With the summer picnic and barbeque season stretching out ahead of us, how could I resist reviewing Raw Dog: The Naked Truth About Hot Dogs, by comedian and writer Jamie Loftus, published May 23rd. Since this is a book about hot dogs, a content warning is prudent, and the author herself opens her book with one:
Before we begin, a few content warnings. “But Jamie, content warnings are for babies, I don’t need a ‘content warning.’” Well, mind your business and turn the page then.
In this book, there are occasionally frank (pun not intended but cannot access better word at this time) discussions of disordered eating, drug use, violence, and descriptions of working slaughterhouses. Much of the book isn’t about these topics, but some of it is, and I’ve tried to give you a heads-up where those sections are in case you’d rather read ahead. Take care of yourself; it is not worth it to sacrifice your mental health over my hot dog book even though I think it’s pretty good and thanks for picking it up.

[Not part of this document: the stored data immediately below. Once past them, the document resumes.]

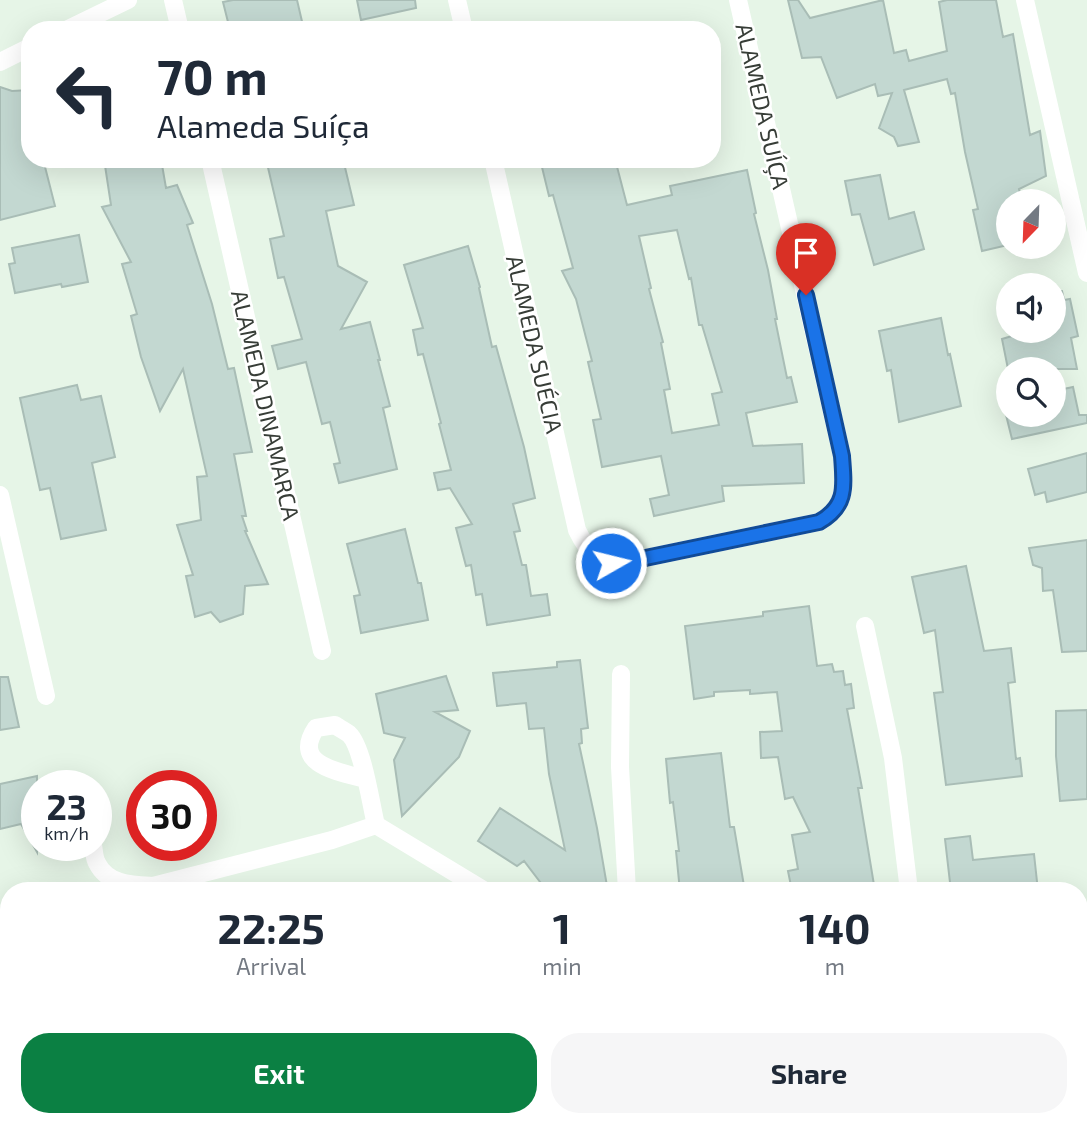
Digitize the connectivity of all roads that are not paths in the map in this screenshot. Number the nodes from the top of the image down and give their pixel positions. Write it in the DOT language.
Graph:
graph roads {
  1 [pos="128,0"];
  2 [pos="173,0"];
  3 [pos="457,0"];
  4 [pos="738,0"];
  5 [pos="1025,0"];
  6 [pos="85,21"];
  7 [pos="178,21"];
  8 [pos="462,21"];
  9 [pos="21,52"];
  10 [pos="0,62"];
  11 [pos="212,168"];
  12 [pos="495,168"];
  13 [pos="1087,272"];
  14 [pos="0,495"];
  15 [pos="577,530"];
  16 [pos="865,626"];
  17 [pos="323,650"];
  18 [pos="621,674"];
  19 [pos="46,696"];
  20 [pos="366,779"];
  21 [pos="376,825"];
  22 [pos="96,861"];
  23 [pos="120,882"];
  24 [pos="169,882"];
  25 [pos="470,882"];
  26 [pos="626,882"];
  27 [pos="908,882"];
  1 -- 6 [label="street"];
  2 -- 7 [label="street"];
  3 -- 8 [label="street"];
  4 -- 15 [label="street, ALAMEDA SUÍÇA"];
  5 -- 13 [label="street"];
  9 -- 10 [label="street"];
  11 -- 17 [label="street, ALAMEDA DINAMARCA"];
  12 -- 15 [label="street, ALAMEDA SUÉCIA"];
  14 -- 19 [label="street"];
  16 -- 27 [label="street"];
  18 -- 26 [label="street"];
  20 -- 21 [label="street"];
  21 -- 24 [label="street"];
  21 -- 25 [label="street"];
  22 -- 23 [label="street"];
}
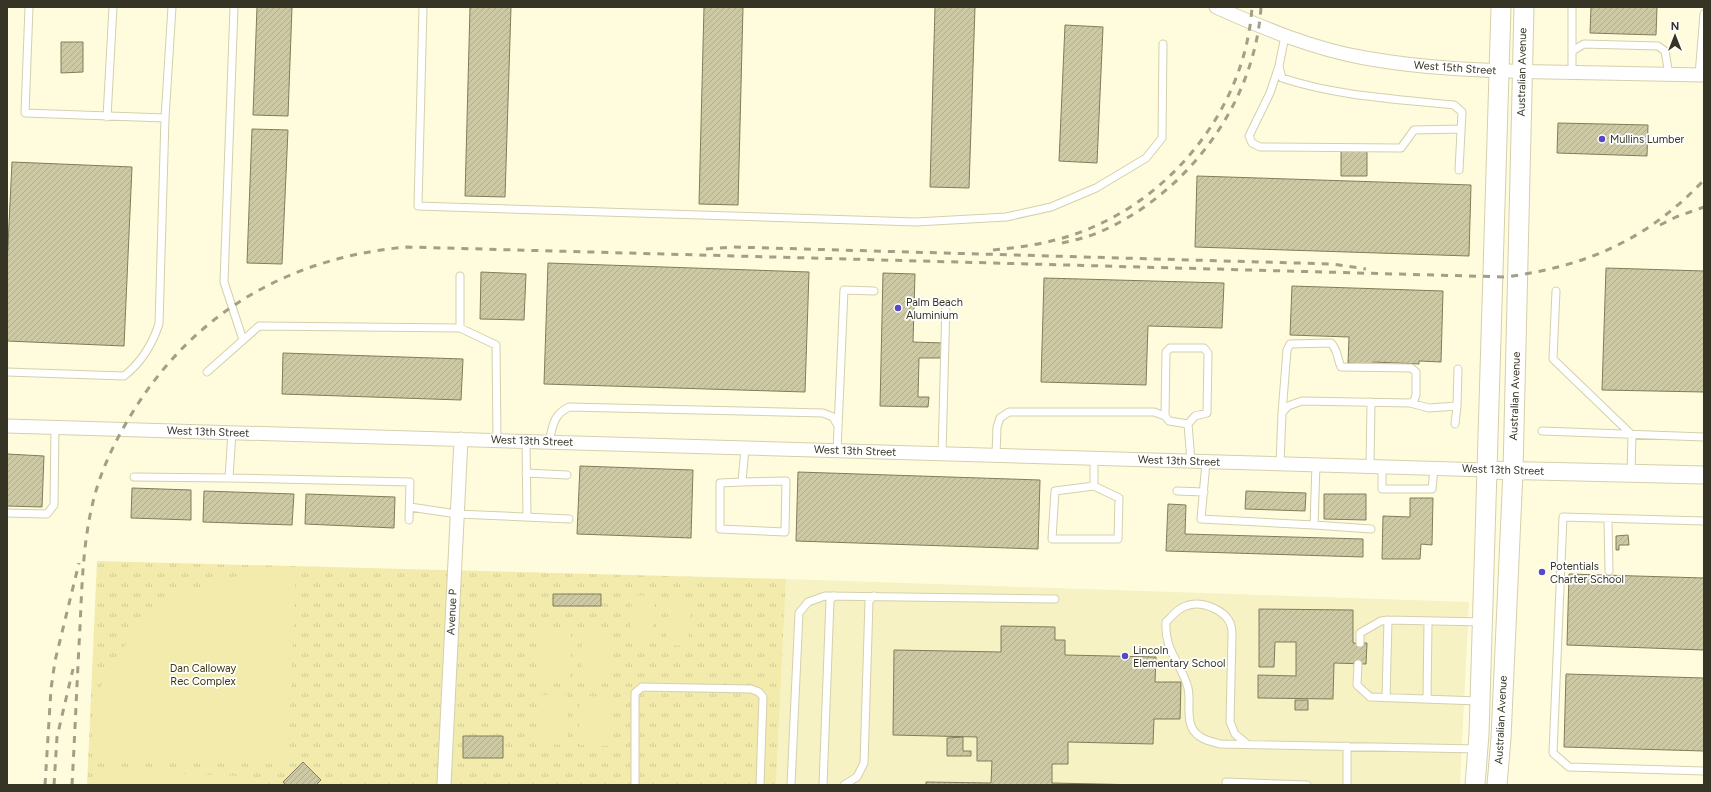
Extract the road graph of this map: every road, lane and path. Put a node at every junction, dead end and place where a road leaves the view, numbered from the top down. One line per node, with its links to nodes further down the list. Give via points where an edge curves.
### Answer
1 (29, 7): 21 (lane, via 25,113)
2 (113, 7): 21 (lane)
3 (172, 7): 22 (lane)
4 (234, 7): 30 (lane, via 224,282)
5 (423, 7): 13 (lane, via 418,206 916,222 1006,217 1051,207 1096,188 1146,158 1162,138)
6 (1216, 7): 11 (street, West 15th Street)
7 (1502, 7): 16 (main road, Australian Avenue)
8 (1524, 7): 17 (main road, Australian Avenue)
9 (1572, 7): 14 (lane)
10 (1704, 14): 12 (lane)
11 (1285, 36): 15 (lane); 16 (street, West 15th Street, via 1363,58 1418,66)
12 (1703, 43): 20 (lane)
13 (1163, 44)
14 (1572, 51): 18 (lane); 19 (lane, via 1584,44 1658,46 1665,51)
15 (1279, 66): 23 (lane, via 1282,78 1299,84 1454,105 1462,112); 23 (lane, via 1270,93 1249,136 1252,143 1260,147 1401,148 1414,130)
16 (1499, 71): 17 (street, West 15th Street); 63 (main road, Australian Avenue)
17 (1522, 71): 18 (street, West 15th Street); 64 (main road, Australian Avenue)
18 (1572, 72): 19 (street, West 15th Street)
19 (1669, 75): 20 (street, West 15th Street)
20 (1702, 75)
21 (107, 117): 22 (lane)
22 (165, 118): 32 (lane, via 159,324 146,354 124,376)
23 (1461, 129): 24 (lane)
24 (1459, 170)
25 (460, 276): 29 (lane)
26 (874, 291): 42 (lane, via 844,290)
27 (1556, 291): 46 (lane, via 1553,359)
28 (946, 303): 54 (lane)
29 (460, 328): 30 (lane, via 259,326); 49 (lane, via 496,345)
30 (243, 340): 33 (lane)
31 (1458, 369): 36 (lane)
32 (7, 372)
33 (207, 372)
34 (1371, 402): 35 (lane); 37 (lane, via 1302,401 1288,406); 61 (lane)
35 (1410, 403): 36 (lane, via 1429,408); 37 (lane, via 1416,395 1416,372 1411,368 1341,367 1336,348 1331,343 1290,344 1287,350)
36 (1457, 406): 40 (lane)
37 (1282, 412): 59 (lane)
38 (1165, 416): 39 (lane, via 1169,421); 39 (lane, via 1166,352 1170,348 1204,348 1208,353 1207,412 1195,416); 55 (lane, via 1154,412 1009,412 1000,418 997,427)
39 (1188, 424): 57 (lane)
40 (1455, 424)
41 (7, 426): 43 (street, West 13th Street)
42 (838, 426): 51 (lane, via 833,417 823,413 569,407 560,412 553,423); 53 (lane)
43 (55, 427): 45 (street, West 13th Street); 76 (lane, via 54,505 47,514)
44 (1542, 431): 46 (lane)
45 (232, 432): 48 (street, West 13th Street); 70 (lane)
46 (1632, 435): 47 (lane); 66 (lane)
47 (1704, 436)
48 (461, 439): 49 (street, West 13th Street); 77 (street, Avenue P)
49 (497, 440): 50 (street, West 13th Street)
50 (526, 441): 51 (street, West 13th Street); 65 (lane)
51 (549, 442): 52 (street, West 13th Street)
52 (745, 448): 53 (street, West 13th Street); 71 (lane)
53 (837, 451): 54 (street, West 13th Street)
54 (942, 454): 55 (street, West 13th Street)
55 (996, 455): 56 (street, West 13th Street)
56 (1094, 458): 57 (street, West 13th Street); 72 (lane)
57 (1191, 461): 58 (street, West 13th Street)
58 (1206, 462): 59 (street, West 13th Street); 74 (lane)
59 (1280, 464): 60 (street, West 13th Street)
60 (1316, 465): 61 (street, West 13th Street); 83 (lane)
61 (1376, 467): 62 (street, West 13th Street); 62 (lane, via 1382,489 1432,489)
62 (1434, 468): 63 (street, West 13th Street)
63 (1487, 470): 64 (street, West 13th Street); 91 (main road, Australian Avenue)
64 (1513, 471): 66 (street, West 13th Street); 111 (main road, Australian Avenue)
65 (526, 473): 67 (lane); 78 (lane)
66 (1632, 474): 68 (street, West 13th Street)
67 (567, 475)
68 (1704, 475)
69 (134, 477): 70 (lane)
70 (229, 478): 75 (lane, via 410,482)
71 (742, 482): 71 (lane, via 720,483 720,529 785,532 786,481)
72 (1094, 486): 72 (lane, via 1119,498 1118,539 1052,539 1055,491)
73 (1177, 491): 74 (lane)
74 (1204, 492): 83 (lane, via 1201,519)
75 (410, 507): 77 (lane); 79 (lane)
76 (7, 513)
77 (457, 514): 78 (lane); 101 (street, Avenue P)
78 (527, 518): 80 (lane)
79 (409, 520)
80 (569, 520)
81 (1608, 520): 82 (lane); 85 (lane); 100 (lane, via 1563,518 1553,754 1570,767)
82 (1704, 521)
83 (1314, 525): 84 (lane)
84 (1372, 529)
85 (1609, 571)
86 (834, 596): 87 (lane); 104 (lane, via 825,596 808,602 799,613); 105 (lane, via 830,600)
87 (874, 596): 88 (lane); 106 (lane, via 869,601 864,763 857,777)
88 (1056, 599)
89 (1388, 620): 90 (lane); 92 (lane, via 1381,620 1360,633); 94 (lane)
90 (1428, 621): 91 (lane); 95 (lane)
91 (1482, 622): 96 (main road, Australian Avenue)
92 (1360, 643)
93 (1358, 664): 94 (lane, via 1357,685 1370,697)
94 (1386, 698): 95 (lane)
95 (1427, 699): 96 (lane)
96 (1480, 701): 99 (main road, Australian Avenue)
97 (1247, 744): 97 (lane, via 1220,744 1200,738 1192,727 1184,675 1165,636 1166,622 1186,606 1198,604 1214,608 1231,625 1230,722 1235,734); 98 (lane)
98 (1347, 746): 99 (lane); 109 (lane)
99 (1478, 749): 110 (main road, Australian Avenue)
100 (1704, 771)
101 (444, 785)
102 (635, 785): 103 (lane, via 635,693 642,687 751,689 759,692 763,697)
103 (760, 785)
104 (791, 785)
105 (823, 785)
106 (844, 785)
107 (1226, 785): 108 (lane, via 1226,782)
108 (1308, 785)
109 (1347, 785)
110 (1475, 785)
111 (1497, 785)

Well, this review is going to skip over those unpleasant sections (well, the slaughterhouses and ingredient parts at least, but maybe I’ll keep the sex and drug use bits), because we’re gonna celebrate hot dogs whether you like it or not!
The book for the most part is set up as a cross-country road trip in the late-Covid summer of 2021, with the non-driving author being driven thousands of miles hither and yon by her boyfriend (now ex-boyfriend), accompanied by a cat and an actual canine dog. My state of Arizona is one of the early stops, and here we explore the history and delights of the Sonoran hot dog, grilled and served in a bun sliced at the top but NOT end-to-end, with bacon, tomato, onion, salsa, mayo, mustard, and beans.
They also took a side trip to see The Thing! My heart went pitter-pat, because every time we’ve passed the The Thing? Mystery of the Desert! A Sight to Behold! billboards while driving in southern Arizona, I’ve
begged ummm, suggested to my wife that we pull off at exit 322 and see it for ourselves. Alas, she has always nixed the idea. And alas, the author and her boyfriend actually get to the building housing The Thing, but then balk at paying the five-dollar admission. Dammit, they’d just paid $3.50 for a hot dog, but then passed up The Thing over a lousy fiver. I guess I’ll never know the Mystery of the Desert that lies within.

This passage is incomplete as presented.